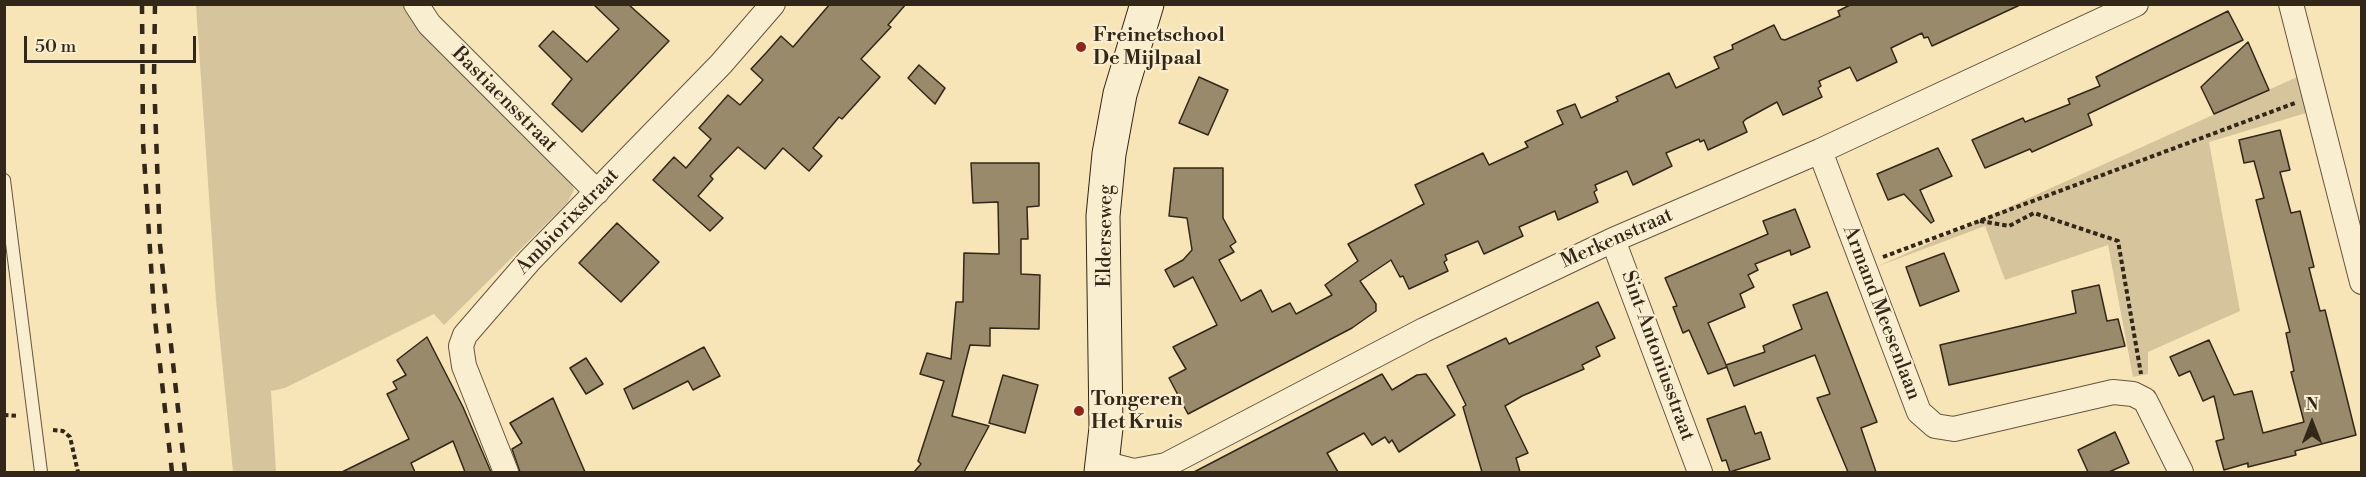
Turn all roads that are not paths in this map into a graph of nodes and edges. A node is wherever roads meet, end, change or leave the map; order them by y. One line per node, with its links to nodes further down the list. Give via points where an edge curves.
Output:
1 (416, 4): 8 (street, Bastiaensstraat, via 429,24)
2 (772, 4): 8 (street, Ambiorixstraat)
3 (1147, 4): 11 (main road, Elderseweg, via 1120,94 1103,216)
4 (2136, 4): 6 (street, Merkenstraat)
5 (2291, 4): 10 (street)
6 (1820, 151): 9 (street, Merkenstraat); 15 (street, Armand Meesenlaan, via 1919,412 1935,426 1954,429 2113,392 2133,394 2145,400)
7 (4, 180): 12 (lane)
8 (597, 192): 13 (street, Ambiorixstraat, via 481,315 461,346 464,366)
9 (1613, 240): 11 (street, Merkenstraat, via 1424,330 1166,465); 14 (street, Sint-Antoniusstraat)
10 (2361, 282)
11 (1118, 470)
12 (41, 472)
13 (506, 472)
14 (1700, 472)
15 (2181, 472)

-------------------------

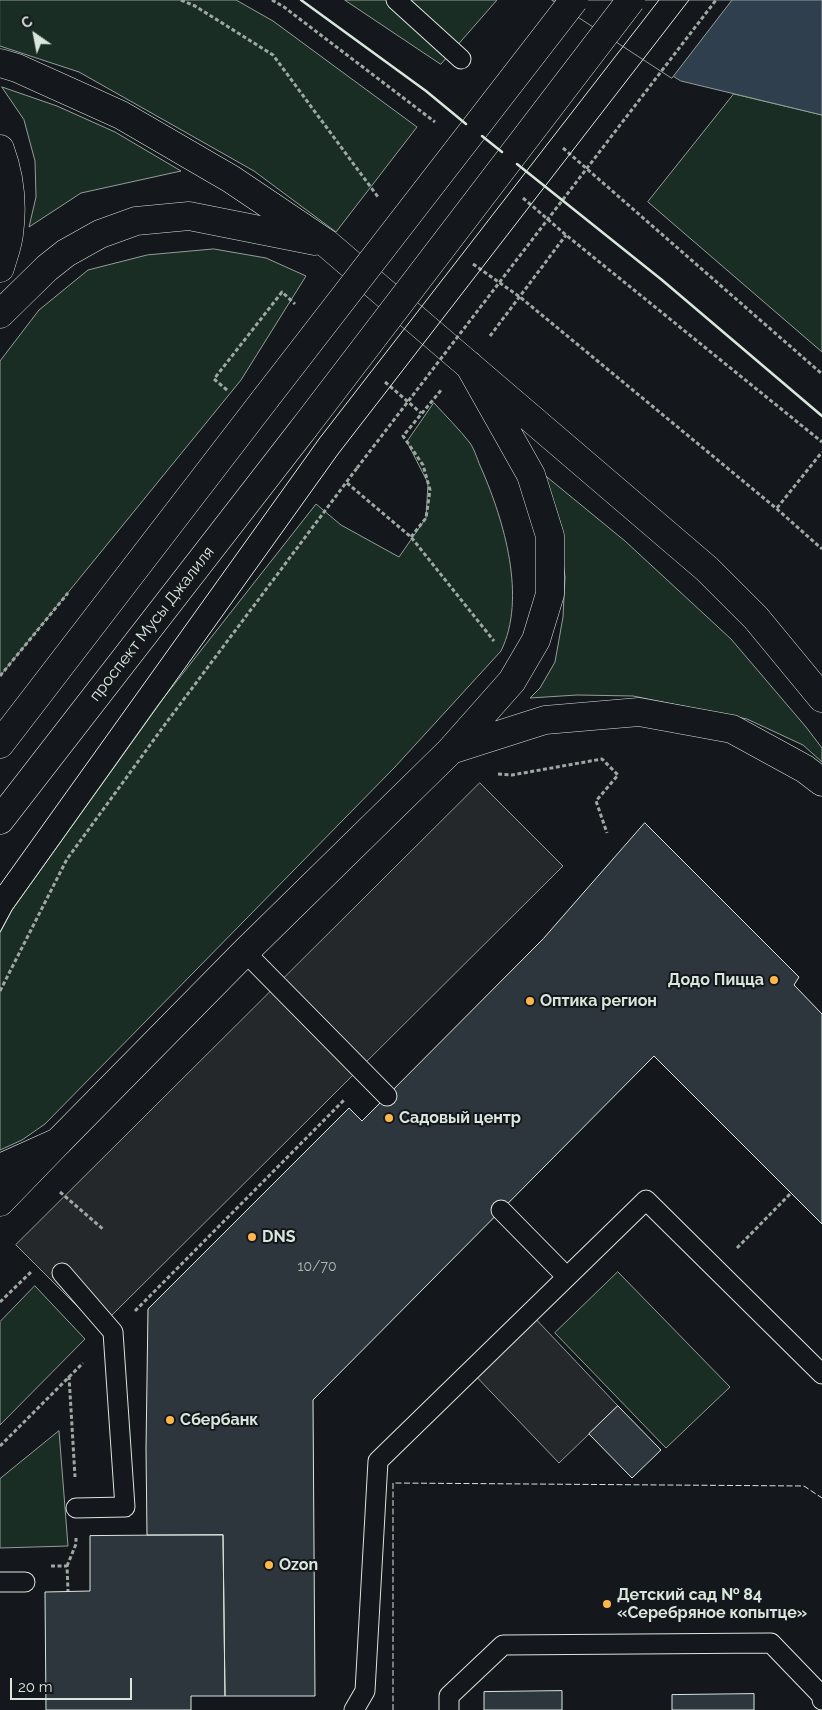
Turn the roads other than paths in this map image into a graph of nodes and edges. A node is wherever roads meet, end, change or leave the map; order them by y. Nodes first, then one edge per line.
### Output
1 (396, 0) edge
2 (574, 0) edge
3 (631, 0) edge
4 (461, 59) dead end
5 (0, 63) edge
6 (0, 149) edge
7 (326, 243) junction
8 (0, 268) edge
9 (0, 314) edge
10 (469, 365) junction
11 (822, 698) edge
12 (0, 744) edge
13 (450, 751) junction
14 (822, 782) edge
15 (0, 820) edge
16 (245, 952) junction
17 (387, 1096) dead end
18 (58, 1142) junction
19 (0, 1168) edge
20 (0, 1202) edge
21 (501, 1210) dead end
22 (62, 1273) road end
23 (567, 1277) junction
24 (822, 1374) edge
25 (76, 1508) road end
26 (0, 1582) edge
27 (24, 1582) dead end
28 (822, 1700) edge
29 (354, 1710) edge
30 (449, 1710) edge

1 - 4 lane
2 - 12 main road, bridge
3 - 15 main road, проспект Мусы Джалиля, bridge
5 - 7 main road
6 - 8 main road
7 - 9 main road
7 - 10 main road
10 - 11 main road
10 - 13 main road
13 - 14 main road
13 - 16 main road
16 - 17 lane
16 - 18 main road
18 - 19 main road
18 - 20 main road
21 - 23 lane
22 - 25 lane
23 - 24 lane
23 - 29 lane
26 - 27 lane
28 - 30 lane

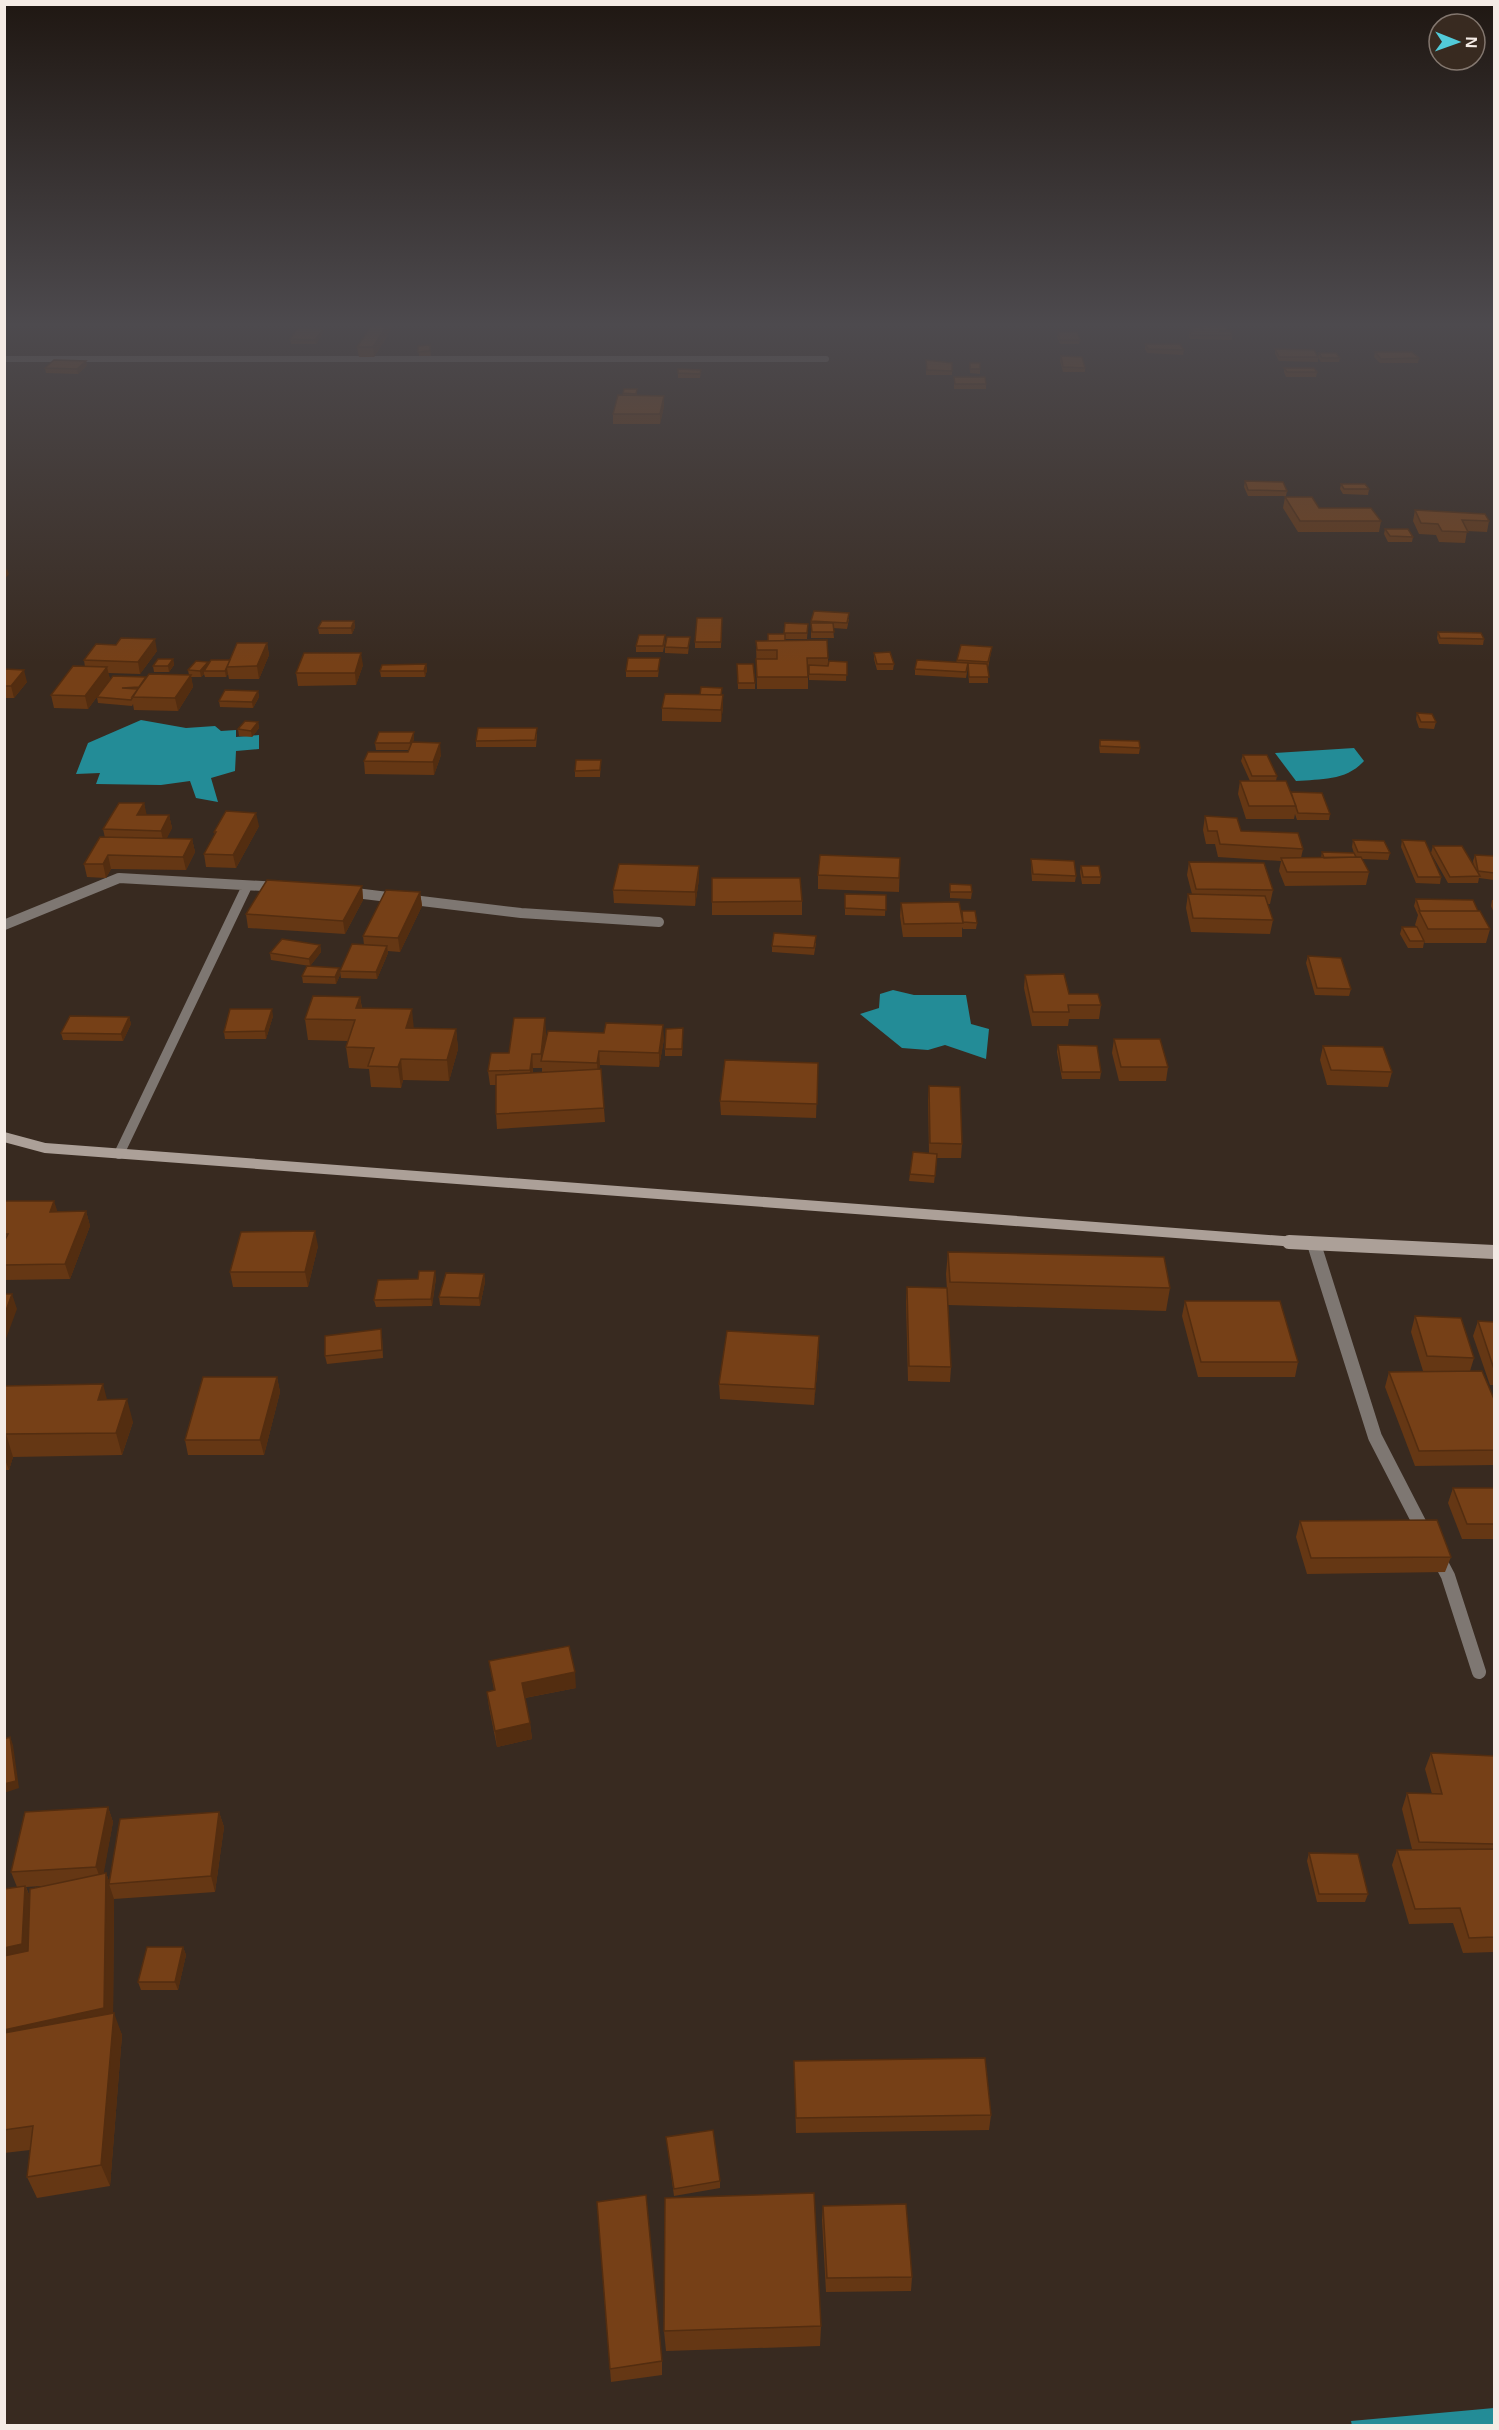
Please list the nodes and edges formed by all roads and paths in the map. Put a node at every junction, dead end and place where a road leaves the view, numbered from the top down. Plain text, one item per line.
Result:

-------------------------

PROBLEM TO WORK ON »
Some lines of the data above may hold the word "change"; report how many do, and nothing else.

WRITTEN ANSWER »
2